Physical retail remains the primary channel for many SMBs. Approximately 15.9% of small businesses still operate exclusively through brick-and-mortar stores, compared to just 4.3% of larger enterprises. While 40.6% of SMBs utilize both online and offline channels, they still fall short of the 47.4% of large firms offering a fully integrated presence.
Yet the data reveals a significant opportunity. Consumer behavior has evolved; nearly one-third of respondents browse products via mobile daily, and 23.7% use smartphones in-store to support their purchase journey. Payment preferences, including the desire for biometric authentication, stored payment data, and transparency about accepted payment methods, are increasingly influencing where consumers choose to shop.
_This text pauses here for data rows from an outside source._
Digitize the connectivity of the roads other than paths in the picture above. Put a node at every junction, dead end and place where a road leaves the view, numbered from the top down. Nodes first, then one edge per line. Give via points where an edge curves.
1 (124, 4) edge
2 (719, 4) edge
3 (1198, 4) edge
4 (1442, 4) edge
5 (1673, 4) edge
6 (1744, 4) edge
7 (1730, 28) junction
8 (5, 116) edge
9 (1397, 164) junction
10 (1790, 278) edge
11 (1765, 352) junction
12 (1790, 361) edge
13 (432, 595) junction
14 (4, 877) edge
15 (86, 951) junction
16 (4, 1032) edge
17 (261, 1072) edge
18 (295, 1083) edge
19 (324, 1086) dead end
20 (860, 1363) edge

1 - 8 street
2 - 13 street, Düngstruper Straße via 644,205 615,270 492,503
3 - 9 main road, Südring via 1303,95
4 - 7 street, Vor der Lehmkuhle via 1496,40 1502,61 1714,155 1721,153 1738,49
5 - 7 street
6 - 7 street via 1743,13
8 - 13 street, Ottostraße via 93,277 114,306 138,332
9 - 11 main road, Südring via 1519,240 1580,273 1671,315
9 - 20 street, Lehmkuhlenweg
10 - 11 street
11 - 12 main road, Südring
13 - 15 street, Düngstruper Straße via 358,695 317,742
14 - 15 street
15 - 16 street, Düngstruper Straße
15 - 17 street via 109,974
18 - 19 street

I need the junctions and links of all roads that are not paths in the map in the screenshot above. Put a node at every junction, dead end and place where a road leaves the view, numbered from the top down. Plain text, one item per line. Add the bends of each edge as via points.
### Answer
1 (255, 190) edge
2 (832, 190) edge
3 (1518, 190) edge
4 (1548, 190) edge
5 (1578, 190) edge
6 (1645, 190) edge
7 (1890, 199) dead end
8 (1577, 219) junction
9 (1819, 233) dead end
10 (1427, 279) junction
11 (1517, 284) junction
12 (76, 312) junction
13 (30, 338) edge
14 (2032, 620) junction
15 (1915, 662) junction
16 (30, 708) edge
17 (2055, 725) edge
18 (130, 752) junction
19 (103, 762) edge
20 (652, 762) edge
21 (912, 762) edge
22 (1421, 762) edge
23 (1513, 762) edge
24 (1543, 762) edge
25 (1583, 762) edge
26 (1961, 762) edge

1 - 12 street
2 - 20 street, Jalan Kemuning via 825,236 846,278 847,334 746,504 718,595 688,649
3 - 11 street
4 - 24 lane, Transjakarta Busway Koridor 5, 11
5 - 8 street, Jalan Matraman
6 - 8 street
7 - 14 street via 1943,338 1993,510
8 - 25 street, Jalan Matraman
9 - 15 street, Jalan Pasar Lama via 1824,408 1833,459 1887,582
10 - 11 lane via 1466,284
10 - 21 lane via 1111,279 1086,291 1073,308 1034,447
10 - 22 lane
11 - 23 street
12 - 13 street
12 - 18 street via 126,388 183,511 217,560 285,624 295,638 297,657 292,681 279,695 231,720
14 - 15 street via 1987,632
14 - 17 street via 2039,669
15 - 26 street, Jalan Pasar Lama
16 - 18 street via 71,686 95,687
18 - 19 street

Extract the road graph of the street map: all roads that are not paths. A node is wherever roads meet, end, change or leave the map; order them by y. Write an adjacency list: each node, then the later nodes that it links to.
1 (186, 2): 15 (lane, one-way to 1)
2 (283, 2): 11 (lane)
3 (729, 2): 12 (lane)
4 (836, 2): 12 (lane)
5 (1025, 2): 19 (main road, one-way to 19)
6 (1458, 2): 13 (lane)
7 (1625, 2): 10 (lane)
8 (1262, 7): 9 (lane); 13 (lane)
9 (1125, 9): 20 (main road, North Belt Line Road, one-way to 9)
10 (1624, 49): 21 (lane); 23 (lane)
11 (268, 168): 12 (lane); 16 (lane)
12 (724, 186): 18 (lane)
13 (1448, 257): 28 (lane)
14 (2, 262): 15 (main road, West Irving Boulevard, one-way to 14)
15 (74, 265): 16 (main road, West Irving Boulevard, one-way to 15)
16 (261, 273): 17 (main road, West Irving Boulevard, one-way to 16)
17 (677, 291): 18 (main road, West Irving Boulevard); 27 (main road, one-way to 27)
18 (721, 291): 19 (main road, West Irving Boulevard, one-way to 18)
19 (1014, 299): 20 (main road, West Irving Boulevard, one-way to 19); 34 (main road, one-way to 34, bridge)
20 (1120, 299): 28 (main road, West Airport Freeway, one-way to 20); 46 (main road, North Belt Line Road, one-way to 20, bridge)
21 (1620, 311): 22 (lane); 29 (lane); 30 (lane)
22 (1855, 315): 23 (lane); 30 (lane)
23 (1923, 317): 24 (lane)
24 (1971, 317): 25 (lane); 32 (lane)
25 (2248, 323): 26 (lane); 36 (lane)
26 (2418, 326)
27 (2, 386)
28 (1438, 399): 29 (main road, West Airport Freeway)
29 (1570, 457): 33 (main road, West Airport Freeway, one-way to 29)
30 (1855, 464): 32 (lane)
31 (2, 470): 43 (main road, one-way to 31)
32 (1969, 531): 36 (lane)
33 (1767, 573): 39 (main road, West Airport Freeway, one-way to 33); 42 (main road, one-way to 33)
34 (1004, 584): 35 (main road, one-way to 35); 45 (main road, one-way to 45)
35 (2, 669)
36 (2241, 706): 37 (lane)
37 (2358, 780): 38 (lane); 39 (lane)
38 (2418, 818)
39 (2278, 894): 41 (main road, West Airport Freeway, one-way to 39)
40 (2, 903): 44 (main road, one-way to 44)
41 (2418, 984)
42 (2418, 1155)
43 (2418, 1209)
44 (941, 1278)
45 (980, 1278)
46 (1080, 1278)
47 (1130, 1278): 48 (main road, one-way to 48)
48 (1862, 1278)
For African SMBs in particular, this digital shift offers both a challenge and an opening. By embracing compliance management systems, payment innovation, and RegTech solutions, these businesses can leapfrog legacy infrastructure and deliver competitive experiences. Tools like compliance automation, mobile-first payment gateways, and regulatory reporting software can streamline customer experiences while ensuring adherence to regional and global regulatory frameworks.
According to the report, 55% of consumers said their choice of retailer is directly influenced by the availability of preferred payment options—a metric where SMBs trail larger counterparts by 15 percentage points. However, the report also emphasizes that smaller firms, due to their agility, are uniquely positioned to innovate faster, especially in in-store digital enablement.
Collaboration with third-party partners and RegTech platforms can further reduce the time to market for deploying digital capabilities such as fraud detection, AML-compliant checkout, and KYC-enabled customer onboarding—transforming SMBs from digital laggards into resilient, compliance-driven innovators.
As Africa’s digital retail ecosystem expands, closing this gap isn’t just a competitive play—it’s a strategic imperative for long-term growth, risk mitigation, and regulatory alignment.